- **Goal of the exercise**
From the entries below, list each line with "joint".

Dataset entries

····················

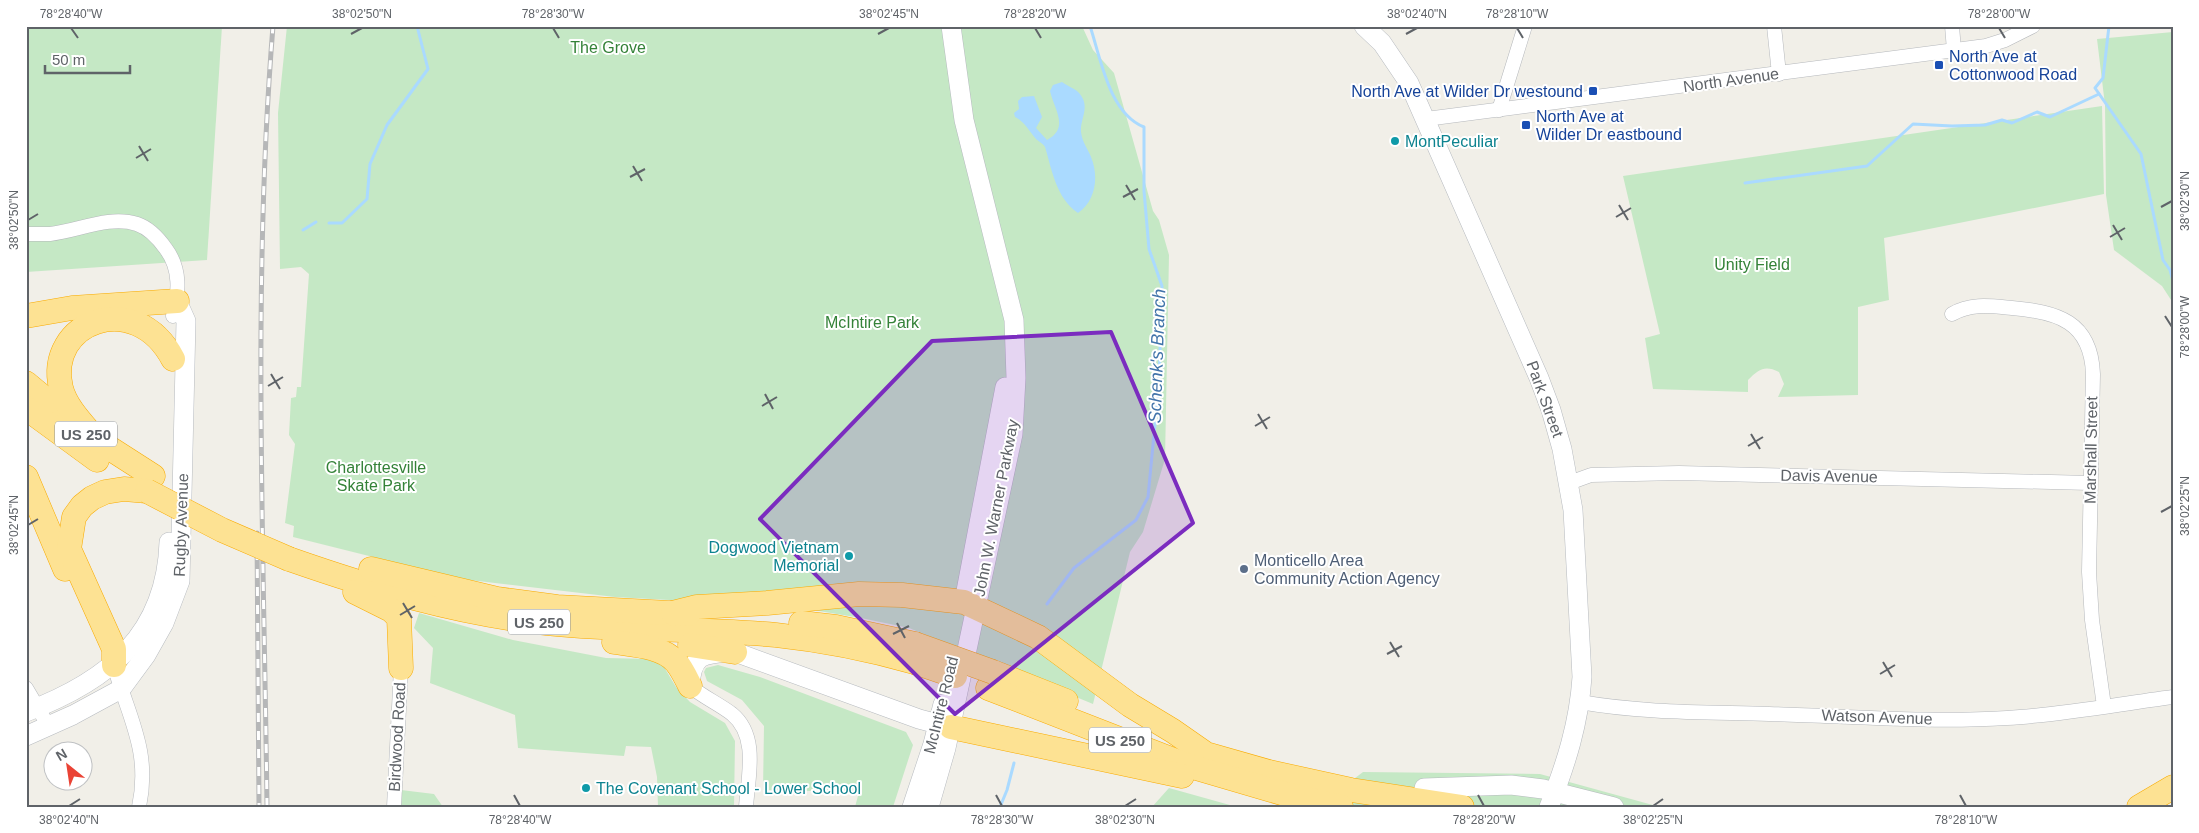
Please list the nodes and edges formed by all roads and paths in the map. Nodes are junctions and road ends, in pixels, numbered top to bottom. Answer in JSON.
{"nodes":[{"id":1,"x":951,"y":26,"type":"edge"},
{"id":2,"x":1525,"y":26,"type":"edge"},
{"id":3,"x":1774,"y":26,"type":"edge"},
{"id":4,"x":1952,"y":26,"type":"edge"},
{"id":5,"x":2033,"y":26,"type":"edge"},
{"id":6,"x":1366,"y":27,"type":"edge"},
{"id":7,"x":1954,"y":50,"type":"junction"},
{"id":8,"x":1779,"y":74,"type":"junction"},
{"id":9,"x":1499,"y":110,"type":"junction"},
{"id":10,"x":1426,"y":119,"type":"junction"},
{"id":11,"x":26,"y":234,"type":"edge"},
{"id":12,"x":175,"y":308,"type":"junction"},
{"id":13,"x":1952,"y":314,"type":"dead end"},
{"id":14,"x":26,"y":316,"type":"edge"},
{"id":15,"x":118,"y":318,"type":"junction"},
{"id":16,"x":173,"y":359,"type":"junction"},
{"id":17,"x":26,"y":383,"type":"edge"},
{"id":18,"x":26,"y":408,"type":"edge"},
{"id":19,"x":97,"y":441,"type":"junction"},
{"id":20,"x":26,"y":477,"type":"edge"},
{"id":21,"x":1569,"y":482,"type":"junction"},
{"id":22,"x":150,"y":484,"type":"junction"},
{"id":23,"x":2090,"y":484,"type":"junction"},
{"id":24,"x":290,"y":551,"type":"junction"},
{"id":25,"x":315,"y":568,"type":"junction"},
{"id":26,"x":970,"y":604,"type":"junction"},
{"id":27,"x":490,"y":616,"type":"junction"},
{"id":28,"x":675,"y":622,"type":"junction"},
{"id":29,"x":614,"y":642,"type":"junction"},
{"id":30,"x":735,"y":652,"type":"junction"},
{"id":31,"x":915,"y":653,"type":"junction"},
{"id":32,"x":114,"y":665,"type":"junction"},
{"id":33,"x":401,"y":668,"type":"joint"},
{"id":34,"x":991,"y":680,"type":"junction"},
{"id":35,"x":690,"y":686,"type":"junction"},
{"id":36,"x":26,"y":688,"type":"edge"},
{"id":37,"x":121,"y":689,"type":"junction"},
{"id":38,"x":2173,"y":697,"type":"edge"},
{"id":39,"x":1580,"y":702,"type":"junction"},
{"id":40,"x":2104,"y":706,"type":"junction"},
{"id":41,"x":32,"y":710,"type":"edge"},
{"id":42,"x":944,"y":726,"type":"junction"},
{"id":43,"x":49,"y":727,"type":"junction"},
{"id":44,"x":26,"y":736,"type":"edge"},
{"id":45,"x":1206,"y":754,"type":"junction"},
{"id":46,"x":1254,"y":785,"type":"junction"},
{"id":47,"x":2173,"y":787,"type":"edge"},
{"id":48,"x":1424,"y":788,"type":"joint"},
{"id":49,"x":1285,"y":794,"type":"junction"},
{"id":50,"x":1346,"y":799,"type":"edge"},
{"id":51,"x":1552,"y":799,"type":"edge"},
{"id":52,"x":140,"y":807,"type":"edge"},
{"id":53,"x":394,"y":807,"type":"edge"},
{"id":54,"x":746,"y":807,"type":"edge"},
{"id":55,"x":912,"y":807,"type":"edge"},
{"id":56,"x":929,"y":807,"type":"edge"},
{"id":57,"x":1318,"y":807,"type":"edge"},
{"id":58,"x":1462,"y":807,"type":"edge"},
{"id":59,"x":1614,"y":807,"type":"edge"},
{"id":60,"x":2139,"y":807,"type":"edge"}],
"edges":[{"from":1,"to":26,"type":"street","name":"John W. Warner Parkway"},
{"from":2,"to":9,"type":"street"},
{"from":3,"to":8,"type":"street"},
{"from":4,"to":7,"type":"street"},
{"from":5,"to":7,"type":"street","name":"North Avenue"},
{"from":6,"to":10,"type":"street","name":"Park Street"},
{"from":7,"to":8,"type":"street","name":"North Avenue"},
{"from":8,"to":9,"type":"street","name":"North Avenue"},
{"from":9,"to":10,"type":"street","name":"North Avenue"},
{"from":10,"to":21,"type":"street","name":"Park Street"},
{"from":11,"to":12,"type":"street"},
{"from":12,"to":14,"type":"highway"},
{"from":12,"to":15,"type":"highway"},
{"from":12,"to":16,"type":"street","name":"Rugby Avenue"},
{"from":12,"to":37,"type":"street","name":"Rugby Avenue"},
{"from":13,"to":23,"type":"street","name":"Marshall Street"},
{"from":15,"to":16,"type":"highway"},
{"from":15,"to":19,"type":"highway"},
{"from":16,"to":32,"type":"street","name":"Rugby Avenue"},
{"from":17,"to":19,"type":"highway","number":"US 250"},
{"from":18,"to":22,"type":"highway","number":"US 250"},
{"from":19,"to":22,"type":"highway","number":"US 250"},
{"from":20,"to":32,"type":"highway"},
{"from":21,"to":23,"type":"street","name":"Davis Avenue"},
{"from":21,"to":39,"type":"street","name":"Park Street"},
{"from":22,"to":24,"type":"highway","number":"US 250"},
{"from":22,"to":24,"type":"highway","number":"US 250","bridge":true},
{"from":22,"to":32,"type":"highway"},
{"from":23,"to":40,"type":"street","name":"Marshall Street"},
{"from":24,"to":25,"type":"highway","number":"US 250"},
{"from":24,"to":28,"type":"highway","number":"US 250"},
{"from":25,"to":27,"type":"highway","number":"US 250"},
{"from":25,"to":33,"type":"highway"},
{"from":26,"to":28,"type":"highway"},
{"from":26,"to":42,"type":"street","name":"John W. Warner Parkway"},
{"from":26,"to":45,"type":"highway"},
{"from":27,"to":28,"type":"highway","number":"US 250"},
{"from":27,"to":29,"type":"highway"},
{"from":28,"to":31,"type":"highway","number":"US 250"},
{"from":28,"to":31,"type":"highway","number":"US 250"},
{"from":29,"to":30,"type":"highway"},
{"from":29,"to":35,"type":"highway"},
{"from":30,"to":35,"type":"street"},
{"from":30,"to":42,"type":"street"},
{"from":31,"to":34,"type":"highway","number":"US 250","bridge":true},
{"from":32,"to":37,"type":"street"},
{"from":32,"to":41,"type":"street","name":"Rugby Avenue"},
{"from":33,"to":53,"type":"street","name":"Birdwood Road"},
{"from":34,"to":45,"type":"highway","number":"US 250"},
{"from":34,"to":46,"type":"highway","number":"US 250"},
{"from":35,"to":54,"type":"street"},
{"from":36,"to":41,"type":"street"},
{"from":37,"to":43,"type":"street","name":"Rugby Avenue"},
{"from":37,"to":52,"type":"street"},
{"from":38,"to":40,"type":"street","name":"Watson Avenue"},
{"from":39,"to":40,"type":"street","name":"Watson Avenue"},
{"from":39,"to":51,"type":"street","name":"Park Street"},
{"from":41,"to":43,"type":"street"},
{"from":42,"to":46,"type":"highway"},
{"from":42,"to":55,"type":"street","name":"McIntire Road"},
{"from":42,"to":56,"type":"street"},
{"from":43,"to":44,"type":"street","name":"Rugby Avenue"},
{"from":45,"to":50,"type":"highway","number":"US 250"},
{"from":46,"to":49,"type":"highway","number":"US 250"},
{"from":47,"to":60,"type":"highway"},
{"from":48,"to":50,"type":"highway"},
{"from":48,"to":51,"type":"street"},
{"from":49,"to":50,"type":"highway","number":"US 250"},
{"from":49,"to":57,"type":"highway"},
{"from":50,"to":58,"type":"highway","number":"US 250"},
{"from":51,"to":59,"type":"street"}]}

····················

- **Answer to this task**
{"id":33,"x":401,"y":668,"type":"joint"},
{"id":48,"x":1424,"y":788,"type":"joint"},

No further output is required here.